DATASET RECORDS below:
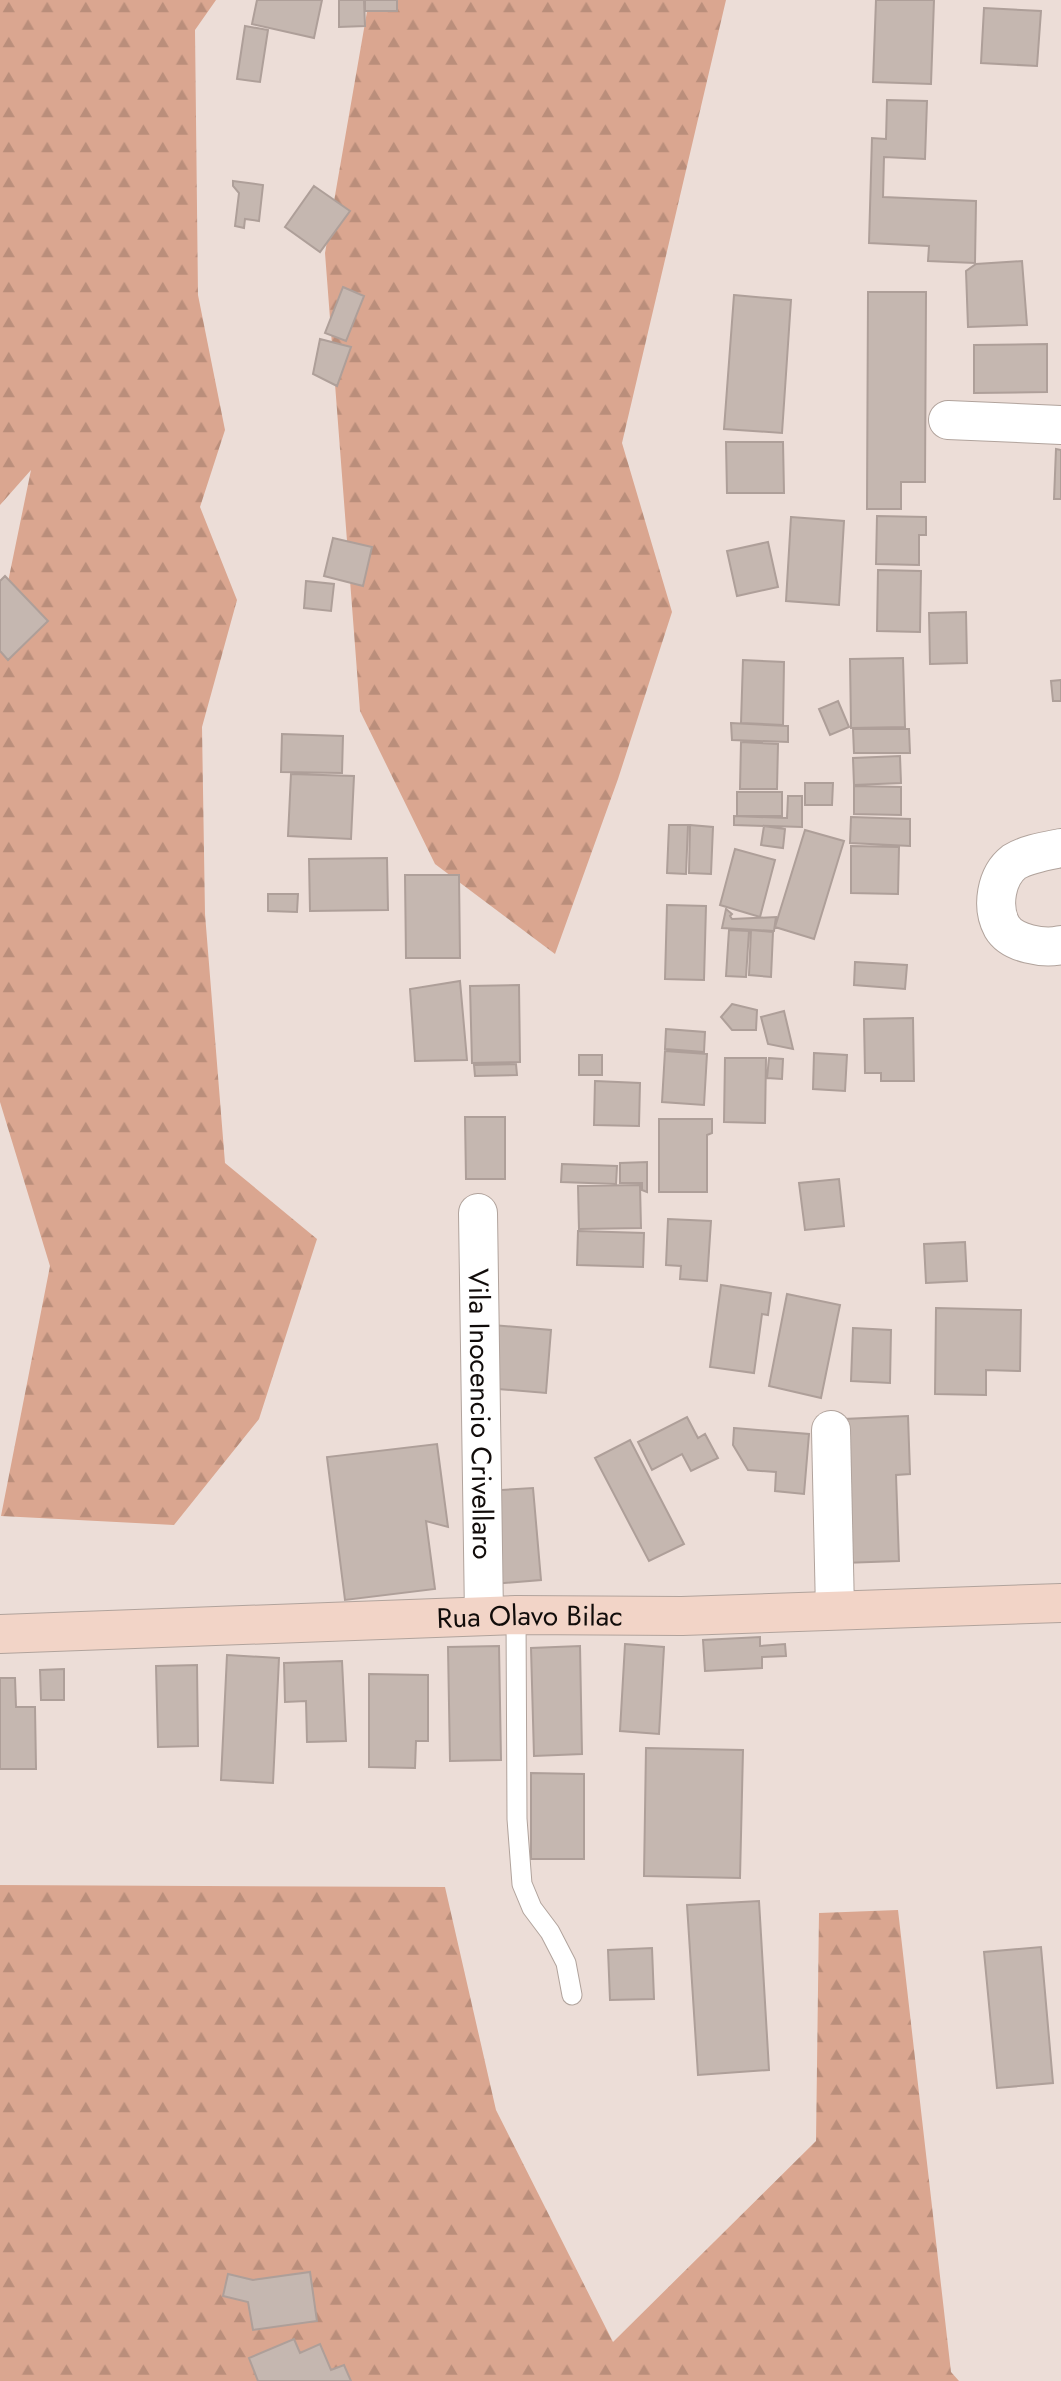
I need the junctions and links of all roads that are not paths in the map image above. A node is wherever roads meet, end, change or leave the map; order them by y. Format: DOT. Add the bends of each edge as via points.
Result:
graph roads {
  1 [pos="948,419"];
  2 [pos="1061,425"];
  3 [pos="1061,848"];
  4 [pos="1061,945"];
  5 [pos="478,1213"];
  6 [pos="831,1430"];
  7 [pos="1061,1603"];
  8 [pos="835,1610"];
  9 [pos="500,1616"];
  10 [pos="0,1634"];
  11 [pos="572,1995"];
  1 -- 2 [label="street"];
  3 -- 4 [label="street" via="1015,862 1002,876 996,897 1002,928 1023,944"];
  5 -- 9 [label="street, Vila Inocencio Crivellaro"];
  6 -- 8 [label="street"];
  7 -- 8 [label="main road, Rua Olavo Bilac"];
  8 -- 9 [label="main road, Rua Olavo Bilac"];
  9 -- 10 [label="main road, Rua Olavo Bilac"];
  9 -- 11 [label="lane" via="522,1884 566,1963"];
}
End of DATASET RECORDS.
BRIEF: Could you reproduce every entry exactly, leaving out the pictures?

RESULT FOR THIS TASK:
I need the junctions and links of all roads that are not paths in the map image above. A node is wherever roads meet, end, change or leave the map; order them by y. Format: DOT. Add the bends of each edge as via points.
Result:
graph roads {
  1 [pos="948,419"];
  2 [pos="1061,425"];
  3 [pos="1061,848"];
  4 [pos="1061,945"];
  5 [pos="478,1213"];
  6 [pos="831,1430"];
  7 [pos="1061,1603"];
  8 [pos="835,1610"];
  9 [pos="500,1616"];
  10 [pos="0,1634"];
  11 [pos="572,1995"];
  1 -- 2 [label="street"];
  3 -- 4 [label="street" via="1015,862 1002,876 996,897 1002,928 1023,944"];
  5 -- 9 [label="street, Vila Inocencio Crivellaro"];
  6 -- 8 [label="street"];
  7 -- 8 [label="main road, Rua Olavo Bilac"];
  8 -- 9 [label="main road, Rua Olavo Bilac"];
  9 -- 10 [label="main road, Rua Olavo Bilac"];
  9 -- 11 [label="lane" via="522,1884 566,1963"];
}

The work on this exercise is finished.